Рассказы и повести дореволюционных писателей Урала. В двух томах. Том второй
Свердловское книжное издательство, 1956
Надо сознаться, что и другие, начиная с самой хозяйки Настасьи Егоровны, не отличались строгой нравственностью и добропорядочным поведением, но эта охальница Фроська вовсе даже ‘стыда решилась’, как всеми было признано.
Начать с того, что она не знала времени, когда надо выпить, а выпивши становилась задорна, срамно ругалась и все норовила съездить а физиономию или вцепиться в косы товаркам. Утром еще туда-сюда, встанет на работу, как прочие, будто ведь и утюга из рук не выпускала, ан глядишь, невесть где и как, она уже клюкнула! Пыхает папиросой, а сама фыркает, ту толкнет, другую изругает.
— Что пхаешься, язва? Успела налить зенки-то?
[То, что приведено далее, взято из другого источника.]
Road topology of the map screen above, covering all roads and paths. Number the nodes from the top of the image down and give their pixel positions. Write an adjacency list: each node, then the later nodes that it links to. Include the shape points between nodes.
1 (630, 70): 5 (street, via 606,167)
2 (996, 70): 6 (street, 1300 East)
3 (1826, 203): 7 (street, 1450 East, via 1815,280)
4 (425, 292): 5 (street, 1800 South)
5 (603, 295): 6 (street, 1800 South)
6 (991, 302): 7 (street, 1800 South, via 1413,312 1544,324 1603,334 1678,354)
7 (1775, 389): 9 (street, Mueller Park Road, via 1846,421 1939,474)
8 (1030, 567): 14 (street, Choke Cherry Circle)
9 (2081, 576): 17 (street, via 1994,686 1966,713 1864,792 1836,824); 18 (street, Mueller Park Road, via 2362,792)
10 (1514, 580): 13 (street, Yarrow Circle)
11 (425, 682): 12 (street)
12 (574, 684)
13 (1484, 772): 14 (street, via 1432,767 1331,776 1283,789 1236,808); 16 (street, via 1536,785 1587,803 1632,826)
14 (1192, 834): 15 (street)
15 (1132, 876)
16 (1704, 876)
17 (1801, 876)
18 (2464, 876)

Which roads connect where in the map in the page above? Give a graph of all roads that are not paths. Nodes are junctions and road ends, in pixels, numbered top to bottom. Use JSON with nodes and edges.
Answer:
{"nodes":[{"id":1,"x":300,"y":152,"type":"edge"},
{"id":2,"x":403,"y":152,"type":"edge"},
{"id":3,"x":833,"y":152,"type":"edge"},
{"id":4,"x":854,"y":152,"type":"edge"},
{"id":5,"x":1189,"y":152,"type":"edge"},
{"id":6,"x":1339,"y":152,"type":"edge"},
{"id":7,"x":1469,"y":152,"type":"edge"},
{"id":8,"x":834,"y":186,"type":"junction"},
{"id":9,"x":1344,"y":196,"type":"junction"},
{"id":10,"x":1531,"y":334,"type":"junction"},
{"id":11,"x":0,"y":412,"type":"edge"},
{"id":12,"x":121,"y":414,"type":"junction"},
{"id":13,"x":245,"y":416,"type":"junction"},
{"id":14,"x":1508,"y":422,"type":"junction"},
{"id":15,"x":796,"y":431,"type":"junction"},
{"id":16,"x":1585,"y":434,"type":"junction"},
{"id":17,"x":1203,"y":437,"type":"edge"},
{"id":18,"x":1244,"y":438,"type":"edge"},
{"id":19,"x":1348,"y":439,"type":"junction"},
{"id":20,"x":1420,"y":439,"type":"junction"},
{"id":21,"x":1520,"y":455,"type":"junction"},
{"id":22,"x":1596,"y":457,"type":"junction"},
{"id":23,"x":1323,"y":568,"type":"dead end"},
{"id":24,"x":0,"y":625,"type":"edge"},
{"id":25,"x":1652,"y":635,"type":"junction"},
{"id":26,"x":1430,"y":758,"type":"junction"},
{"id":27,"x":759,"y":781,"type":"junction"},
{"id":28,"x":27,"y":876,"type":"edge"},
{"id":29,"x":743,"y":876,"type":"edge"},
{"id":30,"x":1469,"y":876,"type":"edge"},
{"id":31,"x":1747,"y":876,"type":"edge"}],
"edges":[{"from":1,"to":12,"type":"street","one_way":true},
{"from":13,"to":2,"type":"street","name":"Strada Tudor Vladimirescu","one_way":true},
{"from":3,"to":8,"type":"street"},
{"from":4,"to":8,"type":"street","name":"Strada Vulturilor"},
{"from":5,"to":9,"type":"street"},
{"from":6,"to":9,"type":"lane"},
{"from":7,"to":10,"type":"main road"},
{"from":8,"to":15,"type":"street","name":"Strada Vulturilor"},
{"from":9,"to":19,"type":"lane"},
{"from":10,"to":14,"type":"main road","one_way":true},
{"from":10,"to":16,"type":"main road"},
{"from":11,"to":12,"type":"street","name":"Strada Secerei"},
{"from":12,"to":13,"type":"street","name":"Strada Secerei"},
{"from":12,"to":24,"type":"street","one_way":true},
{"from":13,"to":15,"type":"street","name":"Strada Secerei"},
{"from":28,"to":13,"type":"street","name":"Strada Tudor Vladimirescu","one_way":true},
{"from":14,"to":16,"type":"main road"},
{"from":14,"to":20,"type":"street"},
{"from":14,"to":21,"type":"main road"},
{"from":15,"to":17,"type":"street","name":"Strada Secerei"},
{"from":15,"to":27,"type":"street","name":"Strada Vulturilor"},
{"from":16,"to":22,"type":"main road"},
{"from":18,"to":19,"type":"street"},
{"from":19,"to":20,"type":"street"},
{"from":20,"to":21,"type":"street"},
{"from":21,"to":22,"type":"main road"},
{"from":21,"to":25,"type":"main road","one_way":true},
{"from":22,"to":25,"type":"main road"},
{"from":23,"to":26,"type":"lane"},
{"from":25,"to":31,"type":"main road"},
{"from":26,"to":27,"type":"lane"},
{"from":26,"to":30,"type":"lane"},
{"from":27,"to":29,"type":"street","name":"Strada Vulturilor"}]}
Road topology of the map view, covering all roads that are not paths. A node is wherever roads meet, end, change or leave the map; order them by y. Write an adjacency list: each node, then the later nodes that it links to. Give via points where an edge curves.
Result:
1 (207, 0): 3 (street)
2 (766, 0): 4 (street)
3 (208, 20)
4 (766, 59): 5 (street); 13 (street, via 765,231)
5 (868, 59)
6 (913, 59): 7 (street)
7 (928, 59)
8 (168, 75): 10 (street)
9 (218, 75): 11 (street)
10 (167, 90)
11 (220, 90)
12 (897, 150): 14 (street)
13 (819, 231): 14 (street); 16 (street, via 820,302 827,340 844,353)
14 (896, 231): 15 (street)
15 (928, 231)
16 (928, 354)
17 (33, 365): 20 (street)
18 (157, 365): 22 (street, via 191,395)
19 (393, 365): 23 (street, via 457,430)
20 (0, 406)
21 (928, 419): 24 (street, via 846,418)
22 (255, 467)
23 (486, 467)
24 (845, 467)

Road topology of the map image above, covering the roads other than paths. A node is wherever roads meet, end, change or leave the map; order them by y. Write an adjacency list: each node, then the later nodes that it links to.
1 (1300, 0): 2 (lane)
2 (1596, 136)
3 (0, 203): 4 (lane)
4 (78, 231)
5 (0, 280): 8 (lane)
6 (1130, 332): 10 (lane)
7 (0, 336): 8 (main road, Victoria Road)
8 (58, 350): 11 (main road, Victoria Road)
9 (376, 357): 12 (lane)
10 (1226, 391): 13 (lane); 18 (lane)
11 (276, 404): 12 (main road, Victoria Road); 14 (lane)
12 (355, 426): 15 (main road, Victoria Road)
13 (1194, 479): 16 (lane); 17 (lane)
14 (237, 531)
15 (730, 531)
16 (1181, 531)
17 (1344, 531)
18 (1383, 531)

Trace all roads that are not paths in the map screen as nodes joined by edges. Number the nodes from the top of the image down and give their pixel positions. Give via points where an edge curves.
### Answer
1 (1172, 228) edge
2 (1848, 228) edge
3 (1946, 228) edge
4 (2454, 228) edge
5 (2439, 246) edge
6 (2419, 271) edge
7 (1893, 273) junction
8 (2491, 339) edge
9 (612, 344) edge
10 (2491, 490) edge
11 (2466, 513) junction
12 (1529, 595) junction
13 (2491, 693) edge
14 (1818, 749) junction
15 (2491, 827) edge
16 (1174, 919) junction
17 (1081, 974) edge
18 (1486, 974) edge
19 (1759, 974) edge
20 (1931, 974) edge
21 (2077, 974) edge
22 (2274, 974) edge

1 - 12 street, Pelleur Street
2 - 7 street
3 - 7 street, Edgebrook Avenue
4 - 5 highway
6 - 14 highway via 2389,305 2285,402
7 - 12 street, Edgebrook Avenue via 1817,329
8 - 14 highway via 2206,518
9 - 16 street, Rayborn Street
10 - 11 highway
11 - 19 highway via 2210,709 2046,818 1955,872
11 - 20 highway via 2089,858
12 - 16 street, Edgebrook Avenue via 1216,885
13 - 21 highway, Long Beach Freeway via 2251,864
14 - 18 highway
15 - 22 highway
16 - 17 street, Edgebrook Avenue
Я тебя самое так пхну, так разлюминую утюгом твою комедьянтскую морду, что до новых веников не забудешь!— огрызался на нее кто-нибудь.
— Это я-то комедьянтская морда? Я? — наступала Фроська.
— Ну и ты, кто боле? Тронь, тронь, попробуй…
Присоединялись остальные, и ссора готова бывала перейти в свалку, но Фроська, должно быть, вспоминала, что теперь было бы вовсе некстати ходить ‘разлюминованной’, а потом в такие минуты появлялась из своей клетушки хмурая, злая после вчерашней попойки Настасья Егоровна.
— Это что за скандалы, а?! Марш по местам! Какую безобразию завели… Ты на каких радостях, сударка, спозаранок-то накачалась?
— Не ты поднесла, тебя не спросилась…
— Я тебе поднесу! Ты не больно у меня фордыбачь, красавица: порога не заденешь — вылетишь…
— Сама уйду! На кой черт дались вы мне все-то, пропади вы пропадом! Была нужда!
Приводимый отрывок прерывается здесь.